## Data
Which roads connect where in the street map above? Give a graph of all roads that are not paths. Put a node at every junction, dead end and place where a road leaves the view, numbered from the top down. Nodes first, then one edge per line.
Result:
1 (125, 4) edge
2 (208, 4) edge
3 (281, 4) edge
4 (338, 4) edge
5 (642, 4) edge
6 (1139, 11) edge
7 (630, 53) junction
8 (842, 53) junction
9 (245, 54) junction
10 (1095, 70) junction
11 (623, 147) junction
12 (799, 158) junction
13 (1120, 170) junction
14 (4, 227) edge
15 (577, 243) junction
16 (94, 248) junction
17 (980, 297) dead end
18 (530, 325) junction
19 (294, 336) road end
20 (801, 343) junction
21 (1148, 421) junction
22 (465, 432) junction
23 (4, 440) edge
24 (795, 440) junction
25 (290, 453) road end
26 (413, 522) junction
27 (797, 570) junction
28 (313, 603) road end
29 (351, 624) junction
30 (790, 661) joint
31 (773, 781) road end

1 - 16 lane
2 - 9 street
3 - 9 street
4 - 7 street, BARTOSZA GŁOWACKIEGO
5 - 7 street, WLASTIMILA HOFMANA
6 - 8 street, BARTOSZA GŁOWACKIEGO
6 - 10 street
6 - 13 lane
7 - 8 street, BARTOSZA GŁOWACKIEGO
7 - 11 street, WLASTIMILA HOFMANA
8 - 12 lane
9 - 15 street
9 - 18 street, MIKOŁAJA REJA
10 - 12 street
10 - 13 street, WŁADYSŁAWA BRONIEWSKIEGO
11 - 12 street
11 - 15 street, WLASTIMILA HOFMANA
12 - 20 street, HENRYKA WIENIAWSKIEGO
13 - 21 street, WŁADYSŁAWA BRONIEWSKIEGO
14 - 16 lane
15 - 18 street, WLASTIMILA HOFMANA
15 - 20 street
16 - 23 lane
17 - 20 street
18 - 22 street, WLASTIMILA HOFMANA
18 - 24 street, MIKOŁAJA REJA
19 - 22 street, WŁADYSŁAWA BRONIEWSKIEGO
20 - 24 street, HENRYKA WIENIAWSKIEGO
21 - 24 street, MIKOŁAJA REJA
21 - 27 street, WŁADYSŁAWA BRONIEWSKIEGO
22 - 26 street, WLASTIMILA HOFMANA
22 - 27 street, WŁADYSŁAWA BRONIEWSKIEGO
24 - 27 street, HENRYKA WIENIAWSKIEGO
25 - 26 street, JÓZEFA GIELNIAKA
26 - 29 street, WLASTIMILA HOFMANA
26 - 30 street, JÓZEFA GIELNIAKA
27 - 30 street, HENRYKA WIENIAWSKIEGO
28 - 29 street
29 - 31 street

## Exercise aim
Read through the entries and copy every line that includes "lane".

## Answer box
1 - 16 lane
6 - 13 lane
8 - 12 lane
14 - 16 lane
16 - 23 lane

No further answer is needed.